In a similar study at the same lake16, three different strains were tested separately for their invasiveness under different levels of herbivory. In that experiment, two out of three strains completely failed to invade the system and one strain maintained a population at a low level, when the herbivory was reduced. None of those strains was acclimatised to the lake water prior to the experiments. In the present study, C. raciborskii had been acclimatised to the lake water four weeks prior to the experimental addition, but this procedure did not facilitate the invasion. It appears that the strong decline within the first three days overruled both, the seasonal and the treatment effect.
Another aspect for the population dynamics is the germination of akinetes. Since in our cultures C. raciborskii never produced akinetes, this factor can be ruled out in the experiments. For the development in the lake the situation might be different. But since C. raciborskii has never been observed in Glindower See (although it might have been overlooked during routine sampling regimes), the potential for a substantial “akinete bank” on the sediment is low, if present at all. The temperature window for germination in the lake would be during the summer months from June to August.

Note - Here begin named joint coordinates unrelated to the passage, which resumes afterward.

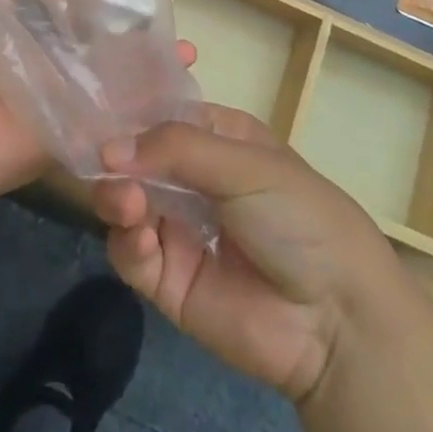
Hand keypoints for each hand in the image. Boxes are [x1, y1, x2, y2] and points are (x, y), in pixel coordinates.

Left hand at [0, 0, 194, 199]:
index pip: (76, 11)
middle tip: (176, 25)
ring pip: (116, 83)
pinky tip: (177, 100)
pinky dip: (142, 114)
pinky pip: (113, 124)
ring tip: (187, 57)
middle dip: (137, 38)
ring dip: (148, 73)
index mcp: (34, 35)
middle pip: (103, 48)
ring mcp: (70, 102)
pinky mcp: (78, 135)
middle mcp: (56, 66)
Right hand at [93, 107, 395, 403]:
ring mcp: (178, 229)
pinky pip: (131, 254)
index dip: (129, 113)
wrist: (337, 322)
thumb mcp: (244, 165)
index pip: (160, 114)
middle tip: (104, 168)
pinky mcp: (168, 280)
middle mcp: (192, 179)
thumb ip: (175, 148)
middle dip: (116, 160)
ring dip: (116, 199)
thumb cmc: (300, 217)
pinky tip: (142, 239)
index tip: (94, 110)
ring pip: (124, 203)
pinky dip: (128, 243)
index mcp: (216, 139)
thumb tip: (107, 148)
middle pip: (133, 159)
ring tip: (126, 204)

For C. raciborskii, most laboratory studies on its ecology and its invasion potential were performed in laboratory monocultures or with communities of very few species with only one trophic level. Alternatively, comparative studies were performed analysing data sets from many lakes within a region (environmental and presence/absence data) to extract a general pattern for the causes of C. raciborskii abundance and distribution e.g.45,68. Ecological studies focussing on the actual invasion process have been rarely conducted. For example, laboratory studies demonstrated that C. raciborskii can invade ‘artificial’ communities with herbivory23 and without35. The present study aimed for a near-natural experimental approach within a community context. However, in this more complex community context, the invasion of C. raciborskii was very low or rather failed. In a comparable study69, six different algal species (diatoms, green algae and cyanobacteria) were tested for their invasion potential in natural pond communities and in all cases the invasions failed. None of those species was acclimatised to the pond water prior to the experiment. Considering the acclimatisation, our results suggest that a sudden change into a new and complex community and environment strongly reduces the invasion success. We can only speculate about the reasons for the large discrepancy between the near-natural and purely laboratory experimental outcomes. However, the (micro-)biological community continuously produces chemical compounds such as secondary metabolites that might affect the performance of invading i.e. not adapted species. Allelopathy is suggested to be one further factor driving invasions70 and is associated with C. raciborskii71 and assumes a higher competitive resistance.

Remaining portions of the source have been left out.